Skeletal landmark data
==*==

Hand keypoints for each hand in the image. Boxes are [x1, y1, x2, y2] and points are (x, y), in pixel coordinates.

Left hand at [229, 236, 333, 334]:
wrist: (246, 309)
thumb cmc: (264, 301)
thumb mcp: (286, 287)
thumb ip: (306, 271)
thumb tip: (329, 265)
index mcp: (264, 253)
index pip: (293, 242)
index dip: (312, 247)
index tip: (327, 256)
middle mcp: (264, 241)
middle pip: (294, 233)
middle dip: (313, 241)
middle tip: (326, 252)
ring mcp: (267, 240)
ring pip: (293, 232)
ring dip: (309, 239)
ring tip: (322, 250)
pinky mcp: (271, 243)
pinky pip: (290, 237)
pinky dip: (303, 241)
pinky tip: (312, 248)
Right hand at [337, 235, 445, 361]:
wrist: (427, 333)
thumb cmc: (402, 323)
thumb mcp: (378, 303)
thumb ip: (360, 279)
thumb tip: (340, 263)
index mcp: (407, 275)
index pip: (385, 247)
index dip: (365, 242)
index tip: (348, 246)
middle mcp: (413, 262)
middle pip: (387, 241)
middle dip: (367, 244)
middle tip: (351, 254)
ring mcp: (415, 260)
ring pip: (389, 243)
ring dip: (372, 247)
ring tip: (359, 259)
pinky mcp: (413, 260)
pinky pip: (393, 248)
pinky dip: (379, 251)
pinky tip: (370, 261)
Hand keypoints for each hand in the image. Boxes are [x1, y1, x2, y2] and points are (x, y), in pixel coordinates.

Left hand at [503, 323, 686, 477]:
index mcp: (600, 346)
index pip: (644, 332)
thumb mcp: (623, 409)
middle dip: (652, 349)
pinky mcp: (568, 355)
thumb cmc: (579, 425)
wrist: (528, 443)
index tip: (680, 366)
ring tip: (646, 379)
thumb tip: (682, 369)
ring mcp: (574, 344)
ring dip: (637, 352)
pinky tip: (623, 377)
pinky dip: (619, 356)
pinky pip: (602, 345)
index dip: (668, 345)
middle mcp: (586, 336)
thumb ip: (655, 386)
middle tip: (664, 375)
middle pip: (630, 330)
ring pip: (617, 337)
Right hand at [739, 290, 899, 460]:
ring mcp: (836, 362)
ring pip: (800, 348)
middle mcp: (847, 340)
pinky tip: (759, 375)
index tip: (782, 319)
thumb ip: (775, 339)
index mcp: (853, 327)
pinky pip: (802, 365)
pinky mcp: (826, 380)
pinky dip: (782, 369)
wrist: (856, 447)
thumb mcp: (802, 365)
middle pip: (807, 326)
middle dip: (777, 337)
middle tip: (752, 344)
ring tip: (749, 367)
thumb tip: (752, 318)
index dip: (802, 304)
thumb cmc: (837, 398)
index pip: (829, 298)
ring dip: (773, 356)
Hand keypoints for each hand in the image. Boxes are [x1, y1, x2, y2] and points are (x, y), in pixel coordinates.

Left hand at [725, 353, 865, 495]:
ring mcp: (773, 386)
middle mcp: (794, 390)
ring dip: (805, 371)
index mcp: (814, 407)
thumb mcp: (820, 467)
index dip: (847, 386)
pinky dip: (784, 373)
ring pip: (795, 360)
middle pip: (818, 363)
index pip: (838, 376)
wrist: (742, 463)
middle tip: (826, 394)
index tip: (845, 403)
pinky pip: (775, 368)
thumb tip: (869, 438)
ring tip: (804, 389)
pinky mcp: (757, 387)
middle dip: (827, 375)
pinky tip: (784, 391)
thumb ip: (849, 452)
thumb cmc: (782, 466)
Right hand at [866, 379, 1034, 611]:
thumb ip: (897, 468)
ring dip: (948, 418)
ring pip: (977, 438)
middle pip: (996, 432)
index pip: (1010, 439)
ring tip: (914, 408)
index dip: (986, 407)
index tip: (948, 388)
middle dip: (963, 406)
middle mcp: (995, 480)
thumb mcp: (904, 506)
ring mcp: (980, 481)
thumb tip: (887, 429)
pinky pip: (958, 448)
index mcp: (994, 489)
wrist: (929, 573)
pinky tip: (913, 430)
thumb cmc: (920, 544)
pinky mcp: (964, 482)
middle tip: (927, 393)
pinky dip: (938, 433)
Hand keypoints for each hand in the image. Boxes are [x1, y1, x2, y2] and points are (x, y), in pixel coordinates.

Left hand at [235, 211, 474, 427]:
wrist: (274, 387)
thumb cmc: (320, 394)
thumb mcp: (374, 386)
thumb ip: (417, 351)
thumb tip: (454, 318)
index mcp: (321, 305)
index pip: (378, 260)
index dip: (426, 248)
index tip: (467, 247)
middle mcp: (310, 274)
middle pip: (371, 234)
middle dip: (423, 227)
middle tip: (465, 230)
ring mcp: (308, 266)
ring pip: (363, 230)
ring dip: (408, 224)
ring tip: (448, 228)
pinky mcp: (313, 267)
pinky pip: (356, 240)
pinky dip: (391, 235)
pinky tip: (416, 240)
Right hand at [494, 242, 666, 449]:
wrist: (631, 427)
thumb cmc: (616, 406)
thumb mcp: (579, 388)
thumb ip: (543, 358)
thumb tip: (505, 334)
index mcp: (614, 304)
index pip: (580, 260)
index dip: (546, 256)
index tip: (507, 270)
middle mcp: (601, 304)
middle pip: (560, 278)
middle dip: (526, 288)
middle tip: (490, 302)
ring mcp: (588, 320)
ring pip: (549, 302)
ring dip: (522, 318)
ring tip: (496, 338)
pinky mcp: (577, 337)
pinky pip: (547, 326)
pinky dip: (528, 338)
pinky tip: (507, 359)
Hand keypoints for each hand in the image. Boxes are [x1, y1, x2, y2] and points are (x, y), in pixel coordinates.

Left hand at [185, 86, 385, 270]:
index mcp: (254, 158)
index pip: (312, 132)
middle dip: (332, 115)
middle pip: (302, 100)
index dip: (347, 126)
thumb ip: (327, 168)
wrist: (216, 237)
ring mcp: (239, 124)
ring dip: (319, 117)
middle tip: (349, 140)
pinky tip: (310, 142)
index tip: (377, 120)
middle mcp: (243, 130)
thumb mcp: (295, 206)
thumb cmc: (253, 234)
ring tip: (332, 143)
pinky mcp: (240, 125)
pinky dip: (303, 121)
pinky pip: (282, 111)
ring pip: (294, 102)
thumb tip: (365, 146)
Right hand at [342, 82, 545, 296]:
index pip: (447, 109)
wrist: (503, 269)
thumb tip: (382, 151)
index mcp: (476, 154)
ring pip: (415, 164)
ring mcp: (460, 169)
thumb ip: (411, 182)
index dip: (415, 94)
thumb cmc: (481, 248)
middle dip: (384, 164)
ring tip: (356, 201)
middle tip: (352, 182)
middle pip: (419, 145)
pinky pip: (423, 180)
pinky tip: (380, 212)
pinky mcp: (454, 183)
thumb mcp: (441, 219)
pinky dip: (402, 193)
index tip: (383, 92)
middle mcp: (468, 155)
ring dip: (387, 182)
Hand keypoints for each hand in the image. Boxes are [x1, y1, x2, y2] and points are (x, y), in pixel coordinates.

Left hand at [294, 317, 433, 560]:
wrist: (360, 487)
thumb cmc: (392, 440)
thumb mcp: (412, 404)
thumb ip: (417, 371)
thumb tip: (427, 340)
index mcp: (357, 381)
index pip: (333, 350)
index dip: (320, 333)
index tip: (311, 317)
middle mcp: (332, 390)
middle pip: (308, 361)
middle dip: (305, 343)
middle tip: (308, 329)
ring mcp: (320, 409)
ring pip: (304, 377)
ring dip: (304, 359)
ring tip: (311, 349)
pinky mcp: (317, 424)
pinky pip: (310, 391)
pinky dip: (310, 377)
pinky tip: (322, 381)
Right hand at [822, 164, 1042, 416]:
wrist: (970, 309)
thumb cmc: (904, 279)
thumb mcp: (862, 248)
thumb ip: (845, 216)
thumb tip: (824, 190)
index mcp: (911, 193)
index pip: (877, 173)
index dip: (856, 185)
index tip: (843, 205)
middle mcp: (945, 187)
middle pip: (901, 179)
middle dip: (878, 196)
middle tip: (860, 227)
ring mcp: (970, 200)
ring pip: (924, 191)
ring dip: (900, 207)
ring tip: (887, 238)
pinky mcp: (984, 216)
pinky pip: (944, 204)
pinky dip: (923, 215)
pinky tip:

==*==

◆ **Exercise**
There is a line with "thumb mcp: (862, 248)" and a line with "ring tip: (887, 238)" above. Copy exactly those two lines and all lines between them, with nothing else.

◆ **Your solution**
thumb mcp: (862, 248)
thumb ip: (845, 216)
thumb tip: (824, 190)
index mcp: (911, 193)
index pip: (877, 173)
index dip: (856, 185)
index tip: (843, 205)
middle mcp: (945, 187)
middle pip: (901, 179)
middle dip: (878, 196)
middle tip: (860, 227)
ring mcp: (970, 200)
ring pip: (924, 191)
ring dip: (900, 207)
ring tip: (887, 238)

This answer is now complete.